VIE PRATIQUE: L’entretien préalable au licenciement doit être sincère

PARIS, 21 décembre 2018 (AFP) – Le salarié peut s’estimer licencié abusivement si son employeur lui annonce, au début de l’entretien préalable obligatoire, que la décision est définitivement prise.

Il s’agit en réalité d’un licenciement verbal puisque la décision a été prise sans respect de la procédure, explique la Cour de cassation, et un licenciement verbal est nécessairement injustifié, dépourvu de cause réelle et sérieuse.

Le principe est qu’un licenciement doit être motivé par écrit, dans une lettre recommandée qui en énonce les motifs et qui ne peut être expédiée qu’après un entretien préalable dont le but est de tenter d’éviter cette ultime mesure.
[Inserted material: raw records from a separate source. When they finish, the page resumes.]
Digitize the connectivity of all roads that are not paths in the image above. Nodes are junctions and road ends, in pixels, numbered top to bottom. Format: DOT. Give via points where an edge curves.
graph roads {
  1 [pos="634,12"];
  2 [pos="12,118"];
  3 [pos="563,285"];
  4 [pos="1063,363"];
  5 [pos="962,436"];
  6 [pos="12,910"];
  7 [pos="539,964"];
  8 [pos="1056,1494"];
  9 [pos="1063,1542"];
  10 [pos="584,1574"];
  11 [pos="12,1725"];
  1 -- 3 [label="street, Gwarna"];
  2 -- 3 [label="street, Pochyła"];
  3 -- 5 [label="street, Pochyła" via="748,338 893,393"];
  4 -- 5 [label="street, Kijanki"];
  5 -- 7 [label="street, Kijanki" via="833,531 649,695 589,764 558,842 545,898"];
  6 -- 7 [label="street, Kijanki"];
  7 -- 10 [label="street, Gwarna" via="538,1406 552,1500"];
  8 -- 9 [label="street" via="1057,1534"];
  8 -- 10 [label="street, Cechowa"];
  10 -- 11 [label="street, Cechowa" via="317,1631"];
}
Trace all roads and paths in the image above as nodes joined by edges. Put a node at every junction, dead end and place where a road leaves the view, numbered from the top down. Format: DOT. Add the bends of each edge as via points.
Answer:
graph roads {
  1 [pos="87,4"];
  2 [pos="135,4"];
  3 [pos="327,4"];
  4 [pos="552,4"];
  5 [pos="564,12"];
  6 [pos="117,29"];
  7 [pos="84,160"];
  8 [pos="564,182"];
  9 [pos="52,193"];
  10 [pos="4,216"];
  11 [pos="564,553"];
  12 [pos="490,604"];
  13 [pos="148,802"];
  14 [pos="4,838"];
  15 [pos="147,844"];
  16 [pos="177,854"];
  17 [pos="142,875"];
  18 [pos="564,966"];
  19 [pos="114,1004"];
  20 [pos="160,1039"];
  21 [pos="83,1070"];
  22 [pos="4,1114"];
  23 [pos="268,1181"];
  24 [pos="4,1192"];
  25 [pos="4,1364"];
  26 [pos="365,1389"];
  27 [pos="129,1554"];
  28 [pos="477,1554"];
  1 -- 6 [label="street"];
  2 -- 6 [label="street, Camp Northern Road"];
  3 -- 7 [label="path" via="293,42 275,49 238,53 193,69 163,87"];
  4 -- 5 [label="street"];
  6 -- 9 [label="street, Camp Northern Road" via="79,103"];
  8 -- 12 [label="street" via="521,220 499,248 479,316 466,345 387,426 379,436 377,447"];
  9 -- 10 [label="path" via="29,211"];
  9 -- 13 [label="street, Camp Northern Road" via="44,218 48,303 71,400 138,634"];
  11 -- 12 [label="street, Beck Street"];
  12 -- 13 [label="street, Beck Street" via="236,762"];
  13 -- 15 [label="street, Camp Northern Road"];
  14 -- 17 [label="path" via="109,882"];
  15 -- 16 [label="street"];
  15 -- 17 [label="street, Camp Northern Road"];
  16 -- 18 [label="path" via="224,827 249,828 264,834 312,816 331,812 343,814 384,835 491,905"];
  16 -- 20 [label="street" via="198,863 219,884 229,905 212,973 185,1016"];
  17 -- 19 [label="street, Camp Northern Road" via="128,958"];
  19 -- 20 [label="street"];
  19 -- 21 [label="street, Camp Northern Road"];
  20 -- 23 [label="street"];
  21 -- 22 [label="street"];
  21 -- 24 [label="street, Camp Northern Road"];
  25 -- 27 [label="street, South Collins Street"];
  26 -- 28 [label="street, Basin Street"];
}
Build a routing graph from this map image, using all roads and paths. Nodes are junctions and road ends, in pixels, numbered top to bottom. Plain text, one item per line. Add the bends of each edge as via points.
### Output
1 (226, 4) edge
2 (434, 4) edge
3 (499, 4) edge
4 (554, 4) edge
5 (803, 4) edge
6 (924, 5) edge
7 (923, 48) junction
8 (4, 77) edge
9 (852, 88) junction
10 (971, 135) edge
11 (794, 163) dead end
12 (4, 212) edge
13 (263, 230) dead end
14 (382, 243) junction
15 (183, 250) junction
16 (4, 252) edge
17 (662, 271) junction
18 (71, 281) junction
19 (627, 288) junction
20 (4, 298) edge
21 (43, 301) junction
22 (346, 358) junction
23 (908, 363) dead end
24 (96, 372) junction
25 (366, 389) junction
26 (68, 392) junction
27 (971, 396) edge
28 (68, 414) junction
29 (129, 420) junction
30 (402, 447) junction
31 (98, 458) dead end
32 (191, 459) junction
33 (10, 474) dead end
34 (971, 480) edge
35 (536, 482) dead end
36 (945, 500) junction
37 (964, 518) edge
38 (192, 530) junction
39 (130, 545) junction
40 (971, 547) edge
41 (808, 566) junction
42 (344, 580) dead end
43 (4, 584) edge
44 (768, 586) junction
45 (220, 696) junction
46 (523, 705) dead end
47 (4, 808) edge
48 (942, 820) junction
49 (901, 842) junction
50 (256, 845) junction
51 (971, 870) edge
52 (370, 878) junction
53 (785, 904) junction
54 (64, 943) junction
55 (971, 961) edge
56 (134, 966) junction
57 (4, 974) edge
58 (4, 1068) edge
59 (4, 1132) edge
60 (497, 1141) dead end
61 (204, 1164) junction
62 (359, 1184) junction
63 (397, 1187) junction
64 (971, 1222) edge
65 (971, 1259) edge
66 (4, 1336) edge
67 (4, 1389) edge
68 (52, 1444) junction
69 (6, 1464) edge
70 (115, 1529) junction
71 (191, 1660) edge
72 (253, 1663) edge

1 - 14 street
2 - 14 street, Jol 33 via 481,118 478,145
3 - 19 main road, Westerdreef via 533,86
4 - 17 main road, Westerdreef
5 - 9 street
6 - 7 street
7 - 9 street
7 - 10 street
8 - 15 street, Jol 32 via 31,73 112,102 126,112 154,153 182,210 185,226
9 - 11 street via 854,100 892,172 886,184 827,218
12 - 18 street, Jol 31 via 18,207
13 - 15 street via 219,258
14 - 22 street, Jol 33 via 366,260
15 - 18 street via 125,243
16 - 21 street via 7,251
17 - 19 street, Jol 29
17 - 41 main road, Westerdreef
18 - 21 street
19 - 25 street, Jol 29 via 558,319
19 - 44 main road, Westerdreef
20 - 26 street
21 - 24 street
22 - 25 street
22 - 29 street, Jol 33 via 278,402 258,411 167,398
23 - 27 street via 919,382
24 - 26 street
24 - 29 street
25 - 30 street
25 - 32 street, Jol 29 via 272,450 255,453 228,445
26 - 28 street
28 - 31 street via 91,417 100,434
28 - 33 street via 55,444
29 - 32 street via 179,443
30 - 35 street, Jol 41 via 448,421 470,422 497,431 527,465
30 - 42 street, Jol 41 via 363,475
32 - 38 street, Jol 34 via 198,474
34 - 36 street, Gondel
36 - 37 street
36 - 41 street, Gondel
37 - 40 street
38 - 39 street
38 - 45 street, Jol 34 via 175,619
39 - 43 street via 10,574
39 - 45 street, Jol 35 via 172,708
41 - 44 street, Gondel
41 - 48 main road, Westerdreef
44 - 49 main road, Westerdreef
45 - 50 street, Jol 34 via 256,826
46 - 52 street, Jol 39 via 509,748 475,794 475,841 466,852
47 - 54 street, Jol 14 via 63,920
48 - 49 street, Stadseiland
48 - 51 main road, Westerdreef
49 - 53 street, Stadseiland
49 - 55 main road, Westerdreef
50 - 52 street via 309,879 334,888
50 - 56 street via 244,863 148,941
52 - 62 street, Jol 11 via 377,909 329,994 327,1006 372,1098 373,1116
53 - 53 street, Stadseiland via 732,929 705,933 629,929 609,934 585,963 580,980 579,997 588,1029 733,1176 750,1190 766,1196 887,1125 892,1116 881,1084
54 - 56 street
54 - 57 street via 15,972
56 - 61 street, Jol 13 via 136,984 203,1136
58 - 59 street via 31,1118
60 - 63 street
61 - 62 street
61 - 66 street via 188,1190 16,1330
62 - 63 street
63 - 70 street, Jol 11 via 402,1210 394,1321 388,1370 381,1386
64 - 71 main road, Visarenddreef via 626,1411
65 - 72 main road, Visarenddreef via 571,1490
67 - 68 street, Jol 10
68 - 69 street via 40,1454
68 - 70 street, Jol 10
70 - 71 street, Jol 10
L’entretien est destiné à permettre une discussion, à permettre au salarié de se justifier et d’être assisté et défendu par un conseiller. Cet entretien est donc privé de son intérêt si la décision est prise antérieurement.

Un patron avait déclaré au début de l’entretien qu’il avait déjà décidé de licencier et qu’il ne reviendrait pas là-dessus. Mais s’étant aperçu de son erreur, il estimait qu’il s’agissait seulement de propos regrettables et d’une irrégularité de procédure. Selon lui, le fond du dossier n’en était pas modifié.

Les juges ont cependant maintenu le principe: ayant manifesté avant l’entretien préalable son intention irrévocable de rompre le contrat, il n’a pas organisé une procédure sincère et il en résulte que le licenciement est nécessairement abusif, ont-ils conclu.

Le salarié avait donc droit à une indemnisation en conséquence.

(Cass. Soc, 12.12.2018, N 16-27.537).